We could try uncovering the homological links concentrated in the black leather jacket. Willis actually shows us how here, by arguing that the black leather jacket condenses a number of cultural images which are indeed often unrealised by the actors. Indeed, asking bikers in the course of participant-observation would not get you very far, I suspect -- you would probably get only the surface rationalisations, that claim that black leather jackets are the most waterproof or the warmest items. I suspect that no self-respecting biker would admit to any fantasies about manliness, rebellion, or playing at pirates or cowboys, despite Willis's lyricism.

To go to the integral level, we could pursue a cultural history of the black leather jacket -- Willis tells us, for example, that this was a garment originally worn by London dockers, but that it came finally to symbolise traditional working-class manliness, including the classic pride in hard manual labour, across the generations and regions. Hard-working material helps form an homology with hard-working people, and thus with 'hard' young men specifically, I suppose.

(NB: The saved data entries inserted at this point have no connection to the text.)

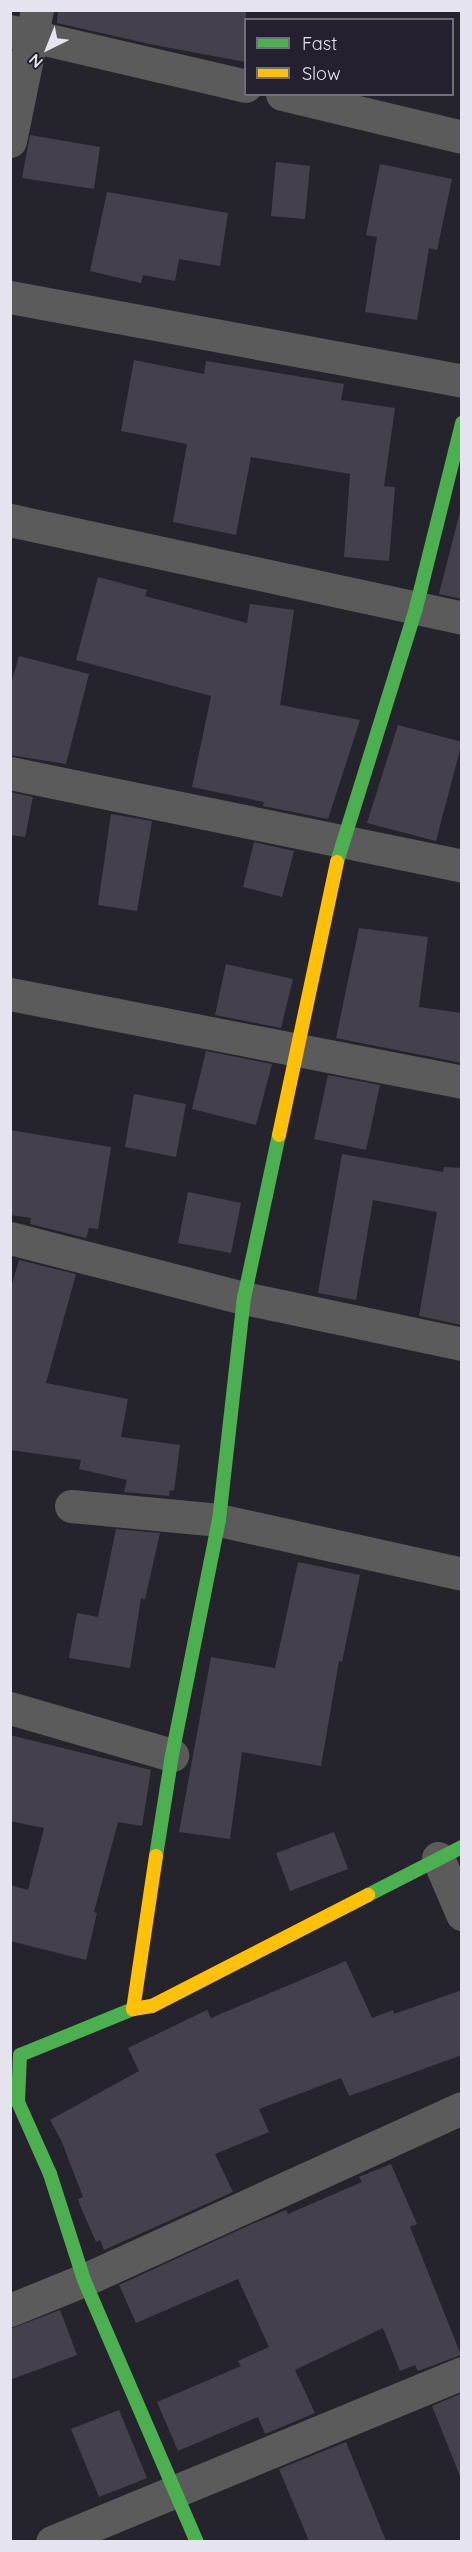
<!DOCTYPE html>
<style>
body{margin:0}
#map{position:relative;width:472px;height:2552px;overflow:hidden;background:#25242c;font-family:Quicksand,sans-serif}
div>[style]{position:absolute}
.building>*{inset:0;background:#44414d}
.street>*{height:33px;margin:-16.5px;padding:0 16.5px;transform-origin:16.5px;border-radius:16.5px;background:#5c5b5b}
.fast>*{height:14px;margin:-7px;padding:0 7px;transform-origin:7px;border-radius:7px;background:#4caf50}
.slow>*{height:14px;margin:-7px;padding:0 7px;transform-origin:7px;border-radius:7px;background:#ffc107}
span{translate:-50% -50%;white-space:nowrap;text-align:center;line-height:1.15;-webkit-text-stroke:5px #24202f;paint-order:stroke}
.frame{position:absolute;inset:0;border:12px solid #e5e3ee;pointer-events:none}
.legend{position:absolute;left:244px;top:18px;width:210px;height:78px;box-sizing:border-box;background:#24202f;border:2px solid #716e7b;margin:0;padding:8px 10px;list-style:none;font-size:18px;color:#e5e3ee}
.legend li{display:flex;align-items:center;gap:12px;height:30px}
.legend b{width:30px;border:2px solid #716e7b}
.north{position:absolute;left:18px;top:18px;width:60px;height:60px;-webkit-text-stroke:4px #24202f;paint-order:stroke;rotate:223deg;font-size:16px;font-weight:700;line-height:24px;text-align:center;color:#e5e3ee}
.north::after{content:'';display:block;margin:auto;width:21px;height:27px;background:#e5e3ee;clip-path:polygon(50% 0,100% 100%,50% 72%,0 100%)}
</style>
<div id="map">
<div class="building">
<div style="clip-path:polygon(58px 10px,246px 10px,246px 62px,154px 45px,57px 23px)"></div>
<div style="clip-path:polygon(30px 135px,100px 147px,94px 189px,22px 178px)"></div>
<div style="clip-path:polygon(276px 162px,310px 166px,305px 219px,271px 216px)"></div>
<div style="clip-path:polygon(380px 164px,452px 179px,437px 250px,429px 248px,417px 320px,365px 312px,377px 237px,366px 235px)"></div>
<div style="clip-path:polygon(107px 192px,228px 213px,220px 266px,179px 259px,175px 281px,143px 275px,141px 283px,90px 271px)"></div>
<div style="clip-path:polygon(134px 360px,204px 374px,206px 361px,344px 384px,341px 400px,395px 408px,384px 486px,395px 487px,389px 561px,344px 557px,350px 474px,251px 457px,236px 535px,173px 522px,187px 444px,121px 431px)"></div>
<div style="clip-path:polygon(462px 504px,462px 599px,439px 594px)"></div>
<div style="clip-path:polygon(98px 577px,147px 590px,145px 596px,247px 623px,250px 604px,294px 610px,280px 705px,360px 720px,328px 819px,263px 806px,264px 802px,192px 787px,211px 696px,76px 660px)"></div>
<div style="clip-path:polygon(19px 656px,89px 674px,66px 764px,10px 755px,10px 687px)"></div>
<div style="clip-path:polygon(398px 725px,462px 742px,436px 841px,367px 823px)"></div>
<div style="clip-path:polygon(10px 792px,33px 797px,25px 837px,10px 835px)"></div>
<div style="clip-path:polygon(111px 814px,152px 821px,137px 911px,98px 905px)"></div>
<div style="clip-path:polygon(254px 842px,294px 851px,282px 897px,243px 887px)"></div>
<div style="clip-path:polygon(359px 928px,428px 937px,419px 1007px,462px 1013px,462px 1063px,336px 1038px)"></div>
<div style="clip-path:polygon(226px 964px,293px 979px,281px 1028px,215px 1015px)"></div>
<div style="clip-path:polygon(206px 1051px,272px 1064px,256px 1125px,192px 1109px)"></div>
<div style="clip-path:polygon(328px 1075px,380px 1085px,366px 1150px,314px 1139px)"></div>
<div style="clip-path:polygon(134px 1094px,186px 1104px,176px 1157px,125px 1147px)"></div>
<div style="clip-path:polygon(10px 1130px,111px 1147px,98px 1229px,89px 1228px,86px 1238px,30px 1224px,31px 1218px,10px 1215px)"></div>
<div style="clip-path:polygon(342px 1154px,443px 1172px,444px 1167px,462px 1168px,462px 1325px,419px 1316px,437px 1212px,373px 1200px,356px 1300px,318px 1293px)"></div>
<div style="clip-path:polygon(188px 1192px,241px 1203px,231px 1253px,178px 1243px)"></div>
<div style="clip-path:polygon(19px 1260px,76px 1274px,46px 1383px,128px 1399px,121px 1437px,180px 1445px,174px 1491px,170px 1490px,169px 1496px,124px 1492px,127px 1480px,79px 1469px,81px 1460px,10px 1450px,10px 1291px)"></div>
<div style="clip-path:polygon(116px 1529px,160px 1533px,145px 1599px,141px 1598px,130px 1668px,69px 1658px,77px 1613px,98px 1617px)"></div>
<div style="clip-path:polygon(298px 1562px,360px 1575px,342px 1662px,339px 1661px,321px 1766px,242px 1752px,230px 1839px,179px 1832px,211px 1657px,275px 1668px)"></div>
<div style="clip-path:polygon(10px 1735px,151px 1770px,142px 1826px,118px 1822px,94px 1912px,97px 1913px,86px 1960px,10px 1941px,10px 1885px,28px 1890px,44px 1828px,10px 1821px)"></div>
<div style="clip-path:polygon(334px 1832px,348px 1869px,290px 1891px,276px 1853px)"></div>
<div style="clip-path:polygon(346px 1961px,372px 2018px,393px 2010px,394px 2014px,462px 1990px,462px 2055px,349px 2096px,341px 2078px,259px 2109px,269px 2132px,215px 2154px,233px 2192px,104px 2250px,100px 2240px,96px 2242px,79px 2203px,78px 2199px,83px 2197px,62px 2142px,50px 2120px,139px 2071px,128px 2048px,207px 2010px,211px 2018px)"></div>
<div style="clip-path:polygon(391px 2164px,417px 2224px,410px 2227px,461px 2355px,418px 2371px,415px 2365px,400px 2371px,383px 2328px,295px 2370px,315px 2413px,265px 2434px,258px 2417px,178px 2451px,157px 2402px,241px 2366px,238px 2361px,269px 2347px,238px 2279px,136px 2323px,119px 2285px,252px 2224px,286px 2210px,288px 2214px,362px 2182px,359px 2177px)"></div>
<div style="clip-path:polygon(60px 2310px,77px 2355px,10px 2380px,10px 2329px)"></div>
<div style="clip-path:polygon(462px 2393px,462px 2475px,460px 2476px,432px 2406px)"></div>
<div style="clip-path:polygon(119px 2410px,147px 2478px,99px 2497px,71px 2429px)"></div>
<div style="clip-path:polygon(346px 2442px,386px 2541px,309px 2541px,279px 2469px)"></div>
</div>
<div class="street">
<div style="left:10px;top:31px;width:242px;rotate:13.1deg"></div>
<div style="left:282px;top:94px;width:185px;rotate:13.4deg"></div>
<div style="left:10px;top:141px;width:134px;rotate:-78.4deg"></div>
<div style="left:10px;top:297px;width:460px;rotate:10.5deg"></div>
<div style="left:10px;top:520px;width:463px;rotate:12.2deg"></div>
<div style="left:10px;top:773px;width:461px;rotate:11.6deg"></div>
<div style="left:10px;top:994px;width:460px;rotate:11deg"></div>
<div style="left:10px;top:1238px;width:242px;rotate:14.4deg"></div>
<div style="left:244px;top:1298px;width:223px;rotate:11.9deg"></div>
<div style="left:71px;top:1506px;width:149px;rotate:5.4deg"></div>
<div style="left:219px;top:1520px;width:249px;rotate:12.5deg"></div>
<div style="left:10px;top:1708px;width:169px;rotate:16.2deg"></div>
<div style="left:438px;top:1858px;width:61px;rotate:66.8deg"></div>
<div style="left:10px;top:2310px;width:80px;rotate:-22.1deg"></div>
<div style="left:84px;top:2280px;width:415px;rotate:-24.5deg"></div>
<div style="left:52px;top:2542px;width:443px;rotate:-22.4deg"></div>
</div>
<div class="fast">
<div style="left:337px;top:862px;width:266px;rotate:-72.7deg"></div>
<div style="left:416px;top:608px;width:191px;rotate:-76deg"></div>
<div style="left:156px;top:1856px;width:102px;rotate:-81deg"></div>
<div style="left:172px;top:1755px;width:240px;rotate:-78.7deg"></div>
<div style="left:219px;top:1520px;width:223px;rotate:-83.6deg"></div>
<div style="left:244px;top:1298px;width:167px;rotate:-77.9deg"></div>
<div style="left:368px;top:1895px;width:106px;rotate:-27.1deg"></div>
<div style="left:133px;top:2009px;width:122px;rotate:157.8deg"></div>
<div style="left:20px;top:2055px;width:47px;rotate:92.4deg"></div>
<div style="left:18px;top:2102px;width:79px;rotate:66deg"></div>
<div style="left:50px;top:2174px;width:111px;rotate:72.2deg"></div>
<div style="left:84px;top:2280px;width:285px;rotate:66.7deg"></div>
</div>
<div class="slow">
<div style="left:279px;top:1135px;width:279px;rotate:-78deg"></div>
<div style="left:156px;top:1856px;width:155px;rotate:98.5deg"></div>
<div style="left:133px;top:2009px;width:19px;rotate:-9deg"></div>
<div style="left:152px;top:2006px;width:243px;rotate:-27.2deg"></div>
</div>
<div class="frame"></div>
<ul class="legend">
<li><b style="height:8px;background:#4caf50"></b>Fast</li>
<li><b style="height:8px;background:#ffc107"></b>Slow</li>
</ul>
<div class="north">N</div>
</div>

Of course, to pick up an earlier aside, the objective possibilities of the black leather jacket have been much developed since its use by either dockers or bikers -- it became a fashionable item, a matter of pure style. Even celebrities like George Michael were photographed wearing one; gays wear them, perhaps as part of their larger project to re-appropriate conventional images of masculinity; and women wear them, perhaps to offer a strong hetero contrast against their 'masculine' textures. Even I wear one, in my  'elderly biker' manifestation -- I like to appear as a conventional biker, and to enjoy that notoriety and 'air of menace' exhibited in the reactions of straight people: I am, of course,  wearing my black leather jacket ironically!  I may be the only one still doing, even ironically, classic cultural resistance in a black leather jacket, however. Other elderly bikers, I suspect, wear the jacket as a symbol of solidarity with younger bikers and also as a quiet reminder to them that they were doing all this first, and can still do it with panache, as a kind of counter-generational politics.